Durant quelques jours, Orchidée observa scrupuleusement la promesse faite à Lartigue. Sans peine aucune, d’ailleurs, bien au contraire. Le journaliste s’était montré sage et perspicace en insistant pour qu’elle s’accorde ce temps de repos et de réflexion : elle en avait vraiment besoin et, avant de replonger dans les eaux troubles d’une affaire criminelle où son cœur et son avenir se trouvaient si gravement engagés, il était doux de se laisser vivre dans la calme sérénité d’un paysage dessiné tout exprès pour le farniente et les joies paisibles de l’existence.
Une sérénité qui n’allait sans doute pas durer longtemps. Le « dimanche gras » approchait et avec lui l’ouverture d’un carnaval qui faisait courir une bonne moitié de l’Europe, l’autre partie choisissant plutôt Venise. L’Excelsior Regina, pas encore au complet lors de l’arrivée de la jeune femme, se remplissait de jour en jour. Chaque matin les voitures de l’hôtel remontaient de la gare leur contingent de gentlemen habillés à Bond Street, d’évanescentes ladies harnachées de longs sautoirs en perles qui tintaient à chacun de leur pas, d’Américaines rieuses et pleines d’entrain devant qui craquait un peu le vernis victorien du palace, sans compter un authentique maharajah, le prince de Pudukota, qui se coiffait plus volontiers d’un canotier que de son turban, mais dont les joyaux réduisirent vite à l’état de colifichets les bijoux des belles Bostoniennes ou New-Yorkaises et ceux nettement moins « vivants » de la gentry anglaise : sur le souverain hindou chaque pierre – il possédait des rubis sublimes ! – semblait issue de sa propre chair avec tout ce que cela comportait de vitalité. Sur les décolletés souvent un peu maigres des sujettes d’Édouard VII ils avaient l’air d’être exposés dans la vitrine d’un bijoutier.

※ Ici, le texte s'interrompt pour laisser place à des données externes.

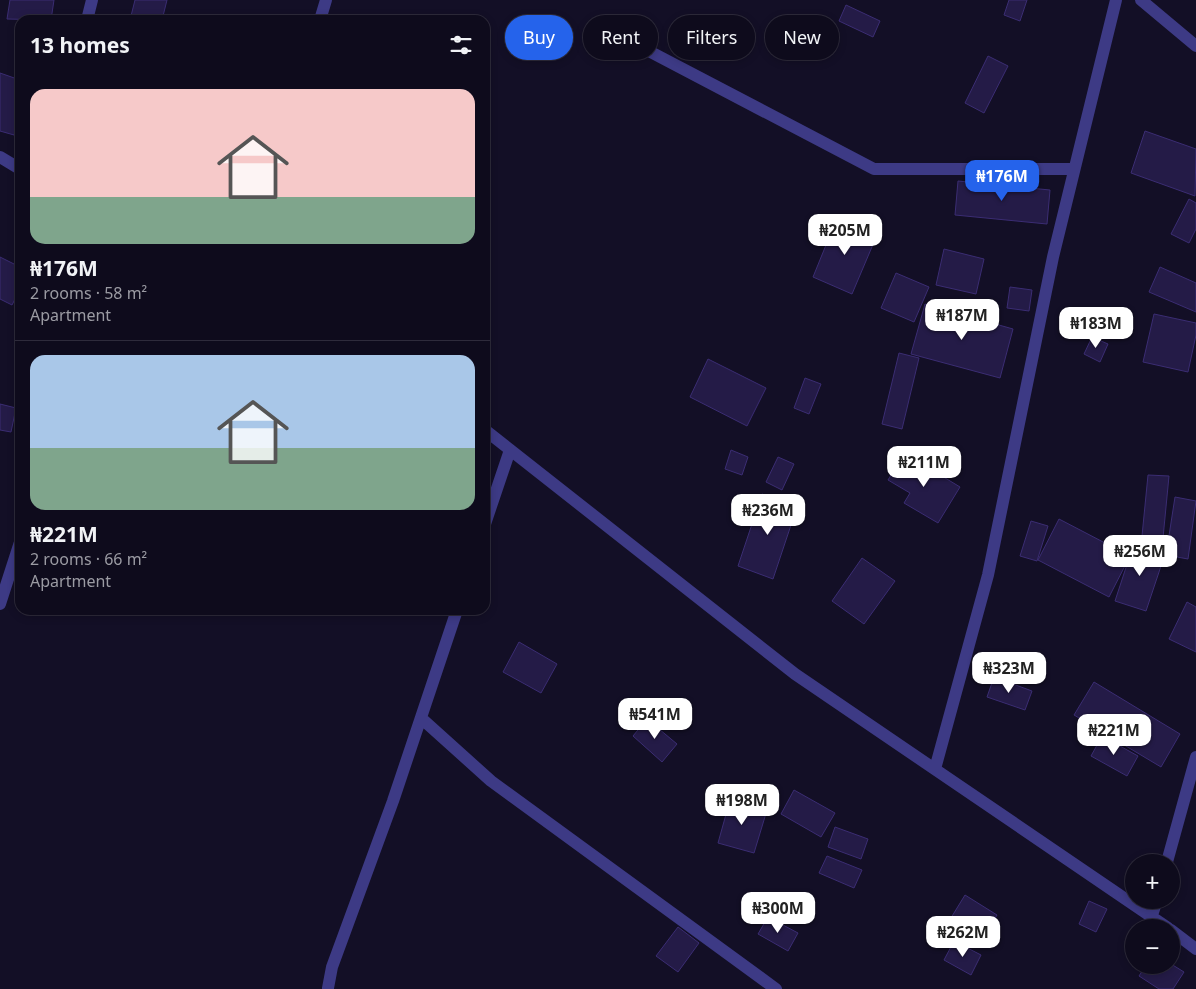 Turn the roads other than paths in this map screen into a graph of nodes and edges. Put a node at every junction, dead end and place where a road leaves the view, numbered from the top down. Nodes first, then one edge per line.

Au milieu de tout ce monde, Orchidée, dans ses toilettes blanches, passait comme un cygne tellement altier qu’aucun homme n’osait l’approcher. Le seul qui s’y risqua – l’héritier d’un empire américain bâti sur la conserve – reçut en plein visage un regard si glacé et un sourire à ce point dédaigneux qu’il se garda bien de revenir à la charge en dépit d’un toupet puisé tout entier dans une détestable éducation. Il fut vite évident pour tous que « la dame en blanc », ainsi qu’on la surnomma aussitôt, ne souhaitait se lier avec personne. Le seul capable d’une si folle témérité demeurait invisible : trois jours après son arrivée le prince Grigori n’avait toujours pas fait surface mais chaque matin les femmes de ménage sortaient de son appartement une quantité de bouteilles vides. Un après-midi, Orchidée qui prenait le thé dans le jardin d’hiver entendit le directeur confier à son adjoint :
— Je me demande ce qu’il est venu faire chez nous ? Depuis la visite, peu après son arrivée, de cet homme mal habillé, il n’a pas mis le nez dehors.

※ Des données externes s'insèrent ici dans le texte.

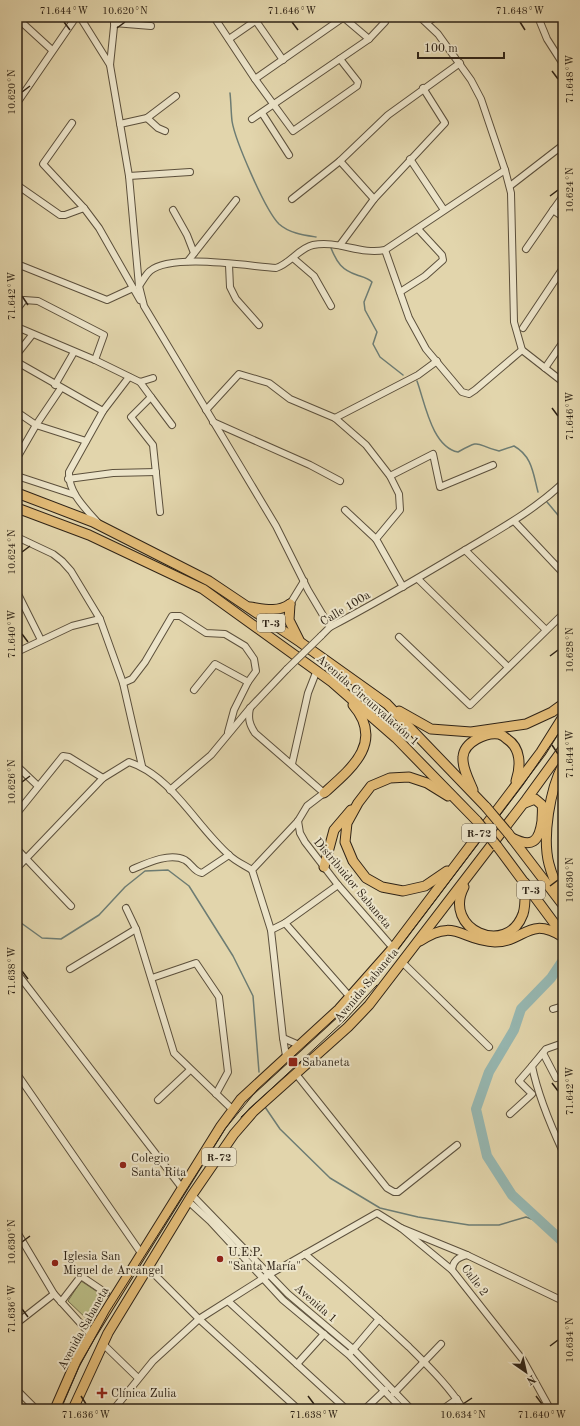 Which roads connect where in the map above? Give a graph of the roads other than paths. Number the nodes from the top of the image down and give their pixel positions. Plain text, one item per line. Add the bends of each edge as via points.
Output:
1 (76, 17) edge
2 (80, 17) edge
3 (214, 17) edge
4 (343, 17) edge
5 (420, 17) edge
6 (436, 17) edge
7 (538, 17) edge
8 (17, 18) edge
9 (258, 19) edge
10 (115, 20) edge
11 (385, 22) dead end
12 (427, 22) junction
13 (151, 26) dead end
14 (229, 39) junction
15 (369, 39) junction
16 (52, 50) junction
17 (340, 59) junction
18 (283, 60) junction
19 (460, 63) junction
20 (563, 64) edge
21 (110, 65) junction
22 (255, 79) junction
23 (423, 88) junction
24 (176, 96) dead end
25 (17, 103) edge
26 (274, 105) junction
27 (262, 113) junction
28 (148, 118) junction
29 (252, 119) dead end
30 (72, 123) dead end
31 (120, 124) junction
32 (165, 131) dead end
33 (563, 145) edge
34 (289, 155) dead end
35 (410, 159) junction
36 (340, 160) junction
37 (505, 170) junction
38 (190, 172) dead end
39 (129, 176) junction
40 (17, 185) edge
41 (510, 186) junction
42 (563, 196) edge
43 (292, 199) dead end
44 (374, 199) junction
45 (236, 200) dead end
46 (84, 208) junction
47 (172, 210) dead end
48 (444, 210) junction
49 (553, 210) junction
50 (563, 217) edge
51 (418, 229) junction
52 (340, 245) junction
53 (526, 249) dead end
54 (386, 250) junction
55 (194, 253) junction
56 (293, 258) junction
57 (188, 261) junction
58 (17, 264) edge
59 (229, 265) junction
60 (563, 268) edge
61 (136, 287) junction
62 (400, 292) junction
63 (331, 306) dead end
64 (17, 309) edge
65 (259, 325) dead end
66 (17, 327) edge
67 (523, 328) dead end
68 (32, 335) junction
69 (562, 346) edge
70 (522, 350) junction
71 (74, 352) junction
72 (17, 354) edge
73 (95, 360) junction
74 (437, 361) junction
75 (17, 362) edge
76 (545, 368) junction
77 (129, 377) junction
78 (153, 378) dead end
79 (140, 382) junction
80 (563, 382) edge
81 (55, 384) junction
82 (61, 388) junction
83 (151, 397) junction
84 (206, 410) junction
85 (103, 411) junction
86 (17, 412) edge
87 (335, 418) junction
88 (213, 422) junction
89 (36, 425) junction
90 (172, 426) dead end
91 (86, 441) junction
92 (17, 458) edge
93 (493, 465) dead end
94 (156, 472) junction
95 (17, 476) edge
96 (390, 476) junction
97 (68, 479) junction
98 (340, 481) dead end
99 (563, 483) edge
100 (17, 493) edge
101 (75, 495) junction
102 (17, 508) edge
103 (345, 510) dead end
104 (160, 512) dead end
105 (514, 521) junction
106 (103, 527) junction
107 (17, 537) edge
108 (376, 539) junction
109 (465, 550) junction
110 (563, 573) edge
111 (418, 579) junction
112 (304, 581) junction
113 (403, 587) junction
114 (17, 592) edge
115 (290, 604) junction
116 (246, 606) junction
117 (563, 614) edge
118 (100, 619) junction
119 (330, 627) junction
120 (546, 630) junction
121 (399, 637) dead end
122 (42, 640) junction
123 (300, 642) junction
124 (17, 652) edge
125 (508, 668) junction
126 (317, 670) junction
127 (248, 682) junction
128 (332, 682) junction
129 (123, 683) junction
130 (194, 690) dead end
131 (387, 704) junction
132 (563, 704) edge
133 (250, 708) junction
134 (563, 717) edge
135 (227, 736) junction
136 (563, 749) edge
137 (292, 764) junction
138 (563, 765) edge
139 (17, 766) edge
140 (142, 766) junction
141 (103, 778) junction
142 (38, 786) junction
143 (514, 787) junction
144 (170, 790) junction
145 (324, 793) junction
146 (475, 795) junction
147 (358, 803) junction
148 (523, 805) junction
149 (464, 807) junction
150 (17, 813) edge
151 (298, 821) junction
152 (509, 835) junction
153 (17, 849) edge
154 (229, 855) junction
155 (27, 858) junction
156 (324, 867) junction
157 (454, 867) junction
158 (17, 868) edge
159 (133, 869) dead end
160 (474, 869) junction
161 (252, 870) junction
162 (525, 883) junction
163 (338, 885) junction
164 (563, 898) edge
165 (563, 905) edge
166 (71, 906) dead end
167 (126, 908) dead end
168 (285, 923) junction
169 (136, 929) junction
170 (271, 930) junction
171 (563, 936) edge
172 (415, 944) junction
173 (392, 948) junction
174 (402, 962) junction
175 (70, 969) dead end
176 (17, 973) edge
177 (152, 978) junction
178 (350, 997) junction
179 (563, 1006) edge
180 (553, 1009) dead end
181 (283, 1038) junction
182 (563, 1043) edge
183 (299, 1045) junction
184 (489, 1047) dead end
185 (543, 1053) junction
186 (286, 1056) junction
187 (532, 1066) junction
188 (190, 1070) junction
189 (17, 1074) edge
190 (296, 1074) junction
191 (556, 1078) dead end
192 (538, 1090) junction
193 (216, 1094) junction
194 (532, 1094) junction
195 (158, 1100) dead end
196 (232, 1110) junction
197 (510, 1114) dead end
198 (457, 1145) dead end
199 (563, 1152) edge
200 (182, 1188) junction
201 (190, 1198) junction
202 (401, 1228) junction
203 (17, 1232) edge
204 (141, 1253) junction
205 (305, 1254) junction
206 (467, 1255) junction
207 (148, 1268) junction
208 (452, 1270) junction
209 (267, 1276) junction
210 (106, 1293) dead end
211 (54, 1294) junction
212 (228, 1301) junction
213 (563, 1301) edge
214 (61, 1302) junction
215 (312, 1314) junction
216 (199, 1319) junction
217 (379, 1319) junction
218 (307, 1320) junction
219 (17, 1323) edge
220 (324, 1334) junction
221 (91, 1335) junction
222 (103, 1344) junction
223 (441, 1344) dead end
224 (353, 1349) junction
225 (349, 1355) junction
226 (424, 1362) junction
227 (297, 1364) junction
228 (138, 1378) junction
229 (17, 1390) edge
230 (385, 1390) junction
231 (396, 1391) junction
232 (391, 1396) junction
233 (457, 1399) junction
234 (548, 1408) edge
235 (36, 1409) edge
236 (55, 1409) edge
237 (73, 1409) edge
238 (114, 1409) edge
239 (298, 1409) edge
240 (346, 1409) edge
241 (365, 1409) edge
242 (402, 1409) edge
243 (411, 1409) edge
244 (443, 1409) edge
245 (463, 1409) edge

1 - 16 street
2 - 21 street
3 - 14 street
4 - 15 street
4 - 18 street
5 - 12 street
6 - 12 street
7 - 20 street via 547,39
8 - 16 street
9 - 14 street
9 - 18 street
10 - 13 street
10 - 21 street
11 - 15 street
12 - 19 street
14 - 22 street
15 - 17 street
16 - 25 street
17 - 26 street
17 - 26 street via 358,82 357,86 295,131
18 - 22 street
19 - 23 street
19 - 37 street via 481,99
21 - 31 street
22 - 26 street
23 - 35 street via 445,123
23 - 36 street via 384,118
24 - 28 street
26 - 27 street
27 - 29 street
27 - 34 street
28 - 31 street
28 - 32 street
30 - 46 street via 43,164
31 - 39 street
33 - 41 street
35 - 44 street
35 - 48 street
36 - 43 street
36 - 44 street
37 - 41 street
37 - 48 street
38 - 39 street
39 - 61 street
40 - 46 street via 60,215
41 - 70 street via 514,322
42 - 49 street
44 - 52 street
45 - 55 street
46 - 61 street
47 - 55 street
48 - 51 street
49 - 50 street
49 - 53 street
51 - 54 street
51 - 62 street via 442,255 443,260 425,276
52 - 54 street via 365,252
52 - 56 street via 313,245
54 - 62 street
55 - 57 street
56 - 59 street via 276,268
56 - 63 street via 314,276
57 - 59 street via 200,260
57 - 61 street via 173,262 150,271
58 - 61 street via 107,300
59 - 65 street via 233,293
60 - 67 street
61 - 84 street via 144,306
62 - 74 street via 409,318 426,349
64 - 73 street via 24,300 38,301 104,335
66 - 68 street
68 - 71 street
68 - 72 street
69 - 76 street
70 - 74 street via 475,390 466,394
70 - 76 street
71 - 73 street
71 - 81 street
73 - 77 street
74 - 87 street via 418,375
75 - 81 street
76 - 80 street
77 - 79 street
77 - 85 street
78 - 79 street
79 - 83 street
81 - 82 street
82 - 85 street
82 - 89 street
83 - 90 street
83 - 94 street via 131,417 153,445
84 - 87 street via 239,374 269,383 290,398
84 - 88 street
85 - 91 street
86 - 89 street
87 - 96 street via 366,445
88 - 98 street
88 - 112 street via 276,526
89 - 91 street
89 - 92 street
91 - 97 street via 69,472
93 - 96 street via 440,487 433,454
94 - 97 street via 113,473
94 - 104 street
95 - 101 street
96 - 108 street via 399,494 400,510
97 - 101 street
99 - 105 street, Calle 100a via 542,503
100 - 106 main road, Avenida Circunvalación 1 / T-3
101 - 106 street
102 - 126 main road, Avenida Circunvalación 1 / T-3 via 89,535 203,589
103 - 108 street
105 - 109 street, Calle 100a
105 - 110 street
106 - 116 main road, Avenida Circunvalación 1 / T-3 via 209,582
107 - 118 street via 62,561 71,571
108 - 113 street
109 - 111 street, Calle 100a
109 - 120 street
111 - 113 street, Calle 100a
111 - 125 street
112 - 115 street
112 - 119 street
113 - 119 street, Calle 100a
114 - 122 street
115 - 116 main road via 283,609 275,610
115 - 123 main road via 289,620
116 - 123 main road, Avenida Circunvalación 1 / T-3
117 - 120 street
118 - 122 street via 72,626
118 - 129 street
119 - 133 street, Calle 100a, bridge
120 - 125 street
121 - 125 street via 470,705
122 - 124 street
123 - 131 main road, Avenida Circunvalación 1 / T-3
126 - 128 main road, Avenida Circunvalación 1 / T-3
126 - 137 street via 308,694
127 - 129 street via 256,671 254,659 246,646 225,634 206,633 180,616 172,616 145,662 132,679
127 - 130 street via 215,664
127 - 135 street via 234,710
128 - 145 main road via 358,712 365,725 364,748 354,766
128 - 149 main road, Avenida Circunvalación 1 / T-3 via 396,738
129 - 140 street
131 - 132 main road via 431,729 471,732 526,724
131 - 146 main road, Avenida Circunvalación 1 / T-3
133 - 135 street, Calle 100a
133 - 137 street via 248,718 255,733
134 - 143 main road, R-72
135 - 144 street, Calle 100a via 211,755
136 - 148 main road, R-72
137 - 145 street
138 - 164 main road via 553,790 547,848 555,883
139 - 142 street
140 - 141 street via 129,762
140 - 144 street
141 - 142 street via 69,757 63,756
141 - 155 street
142 - 150 street
143 - 146 main road via 519,770 519,757 513,743 500,734 486,736 477,739 463,756 464,769
143 - 157 main road, R-72
144 - 154 street
145 - 151 street via 307,806
146 - 152 main road, Avenida Circunvalación 1 / T-3, bridge
147 - 149 main road via 371,786 390,778 409,777 427,782
147 - 156 main road via 334,830
147 - 157 main road via 347,823 346,842 353,861 366,878 382,887 403,891 425,886
148 - 152 main road via 535,799 542,804 540,833 532,842 519,841
148 - 160 main road, R-72
149 - 162 main road, Avenida Circunvalación 1 / T-3, bridge
151 - 156 street, Distribuidor Sabaneta via 304,842
151 - 161 street
152 - 165 main road, Avenida Circunvalación 1 / T-3
153 - 155 street
154 - 159 street via 202,873 197,872 184,860 170,857 148,862
154 - 161 street
155 - 158 street
155 - 166 street
156 - 163 street, Distribuidor Sabaneta
157 - 173 main road, R-72
160 - 162 main road via 460,894 459,906 463,918 484,935 504,934 512,930 523,913
160 - 172 main road, R-72
161 - 170 street
162 - 171 main road, Avenida Circunvalación 1 / T-3
163 - 168 street
163 - 173 street, Distribuidor Sabaneta
167 - 169 street
168 - 170 street
168 - 178 street
169 - 175 street
169 - 177 street
170 - 181 street
171 - 172 main road via 552,930 536,928 504,941 486,941 451,930 438,931
172 - 174 main road, Avenida Sabaneta / R-72
173 - 178 main road, Avenida Sabaneta / R-72
174 - 184 street
174 - 190 main road, Avenida Sabaneta / R-72 via 348,1027
176 - 200 street
177 - 188 street via 174,1052
177 - 193 street via 196,963 219,996 228,1072
178 - 183 main road, Avenida Sabaneta / R-72
179 - 180 street
181 - 183 street
181 - 186 street
182 - 185 street via 546,1049
183 - 186 main road, Avenida Sabaneta / R-72
185 - 187 street
185 - 191 street
186 - 196 main road, Avenida Sabaneta / R-72
187 - 192 street
187 - 194 street via 519,1081
188 - 193 street
188 - 195 street
189 - 204 street
190 - 198 street via 387,1188 394,1192 398,1192
190 - 201 main road, Avenida Sabaneta / R-72 via 253,1112
192 - 194 street
192 - 199 street
193 - 196 street
194 - 197 street
196 - 200 main road, Avenida Sabaneta / R-72
200 - 204 main road, Avenida Sabaneta / R-72
201 - 207 main road, Avenida Sabaneta / R-72
201 - 209 street
202 - 205 street via 376,1213
202 - 206 street
202 - 208 street
203 - 211 street
204 - 221 main road, Avenida Sabaneta / R-72
205 - 209 street
205 - 217 street
206 - 208 street, Calle 2 via 456,1260
206 - 213 street, Calle 2
207 - 216 street
207 - 222 main road, Avenida Sabaneta / R-72
208 - 234 street, Calle 2 via 523,1360
209 - 212 street
209 - 215 street, Avenida 1
209 - 218 street via 284,1300
210 - 214 street via 81,1276
211 - 214 street
211 - 219 street
212 - 216 street
212 - 227 street
214 - 221 street
215 - 218 street
215 - 224 street, Avenida 1
216 - 228 street via 172,1342
216 - 239 street
217 - 224 street
217 - 226 street
218 - 220 street
220 - 225 street
220 - 227 street
221 - 236 main road, Avenida Sabaneta / R-72 via 76,1361
222 - 228 street
222 - 237 main road, Avenida Sabaneta / R-72
223 - 226 street
224 - 225 street
224 - 231 street, Avenida 1
225 - 230 street
226 - 231 street
226 - 233 street
227 - 240 street
228 - 238 street
229 - 235 street
230 - 232 street
230 - 241 street
231 - 232 street
231 - 243 street, Avenida 1
232 - 242 street
233 - 244 street
233 - 245 street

La jeune femme en conclut que les affaires sentimentales du prince ne devaient pas s’arranger et si elle lui accorda une certaine compassion, elle s’avoua plutôt satisfaite de ne pas le voir tourner autour d’elle comme elle le craignait. Quant à Lartigue, venu en coup de vent s’assurer qu’elle se trouvait bien installée, il s’éclipsa lui aussi sans donner de raisons précises, laissant ainsi la jeune femme dans son superbe isolement.
Libre d’elle-même, la fausse baronne put organiser son temps à sa convenance : elle se levait tôt, prenait son petit déjeuner devant une fenêtre ouverte, puis vaquait à une minutieuse toilette et enfin, vêtue d’un tailleur à jupe courte en flanelle blanche, chaussée de bottines à talons plats et abritant d’une large ombrelle en taffetas sa tête enveloppée de mousseline, elle faisait une promenade à pied dans les environs de l’hôtel.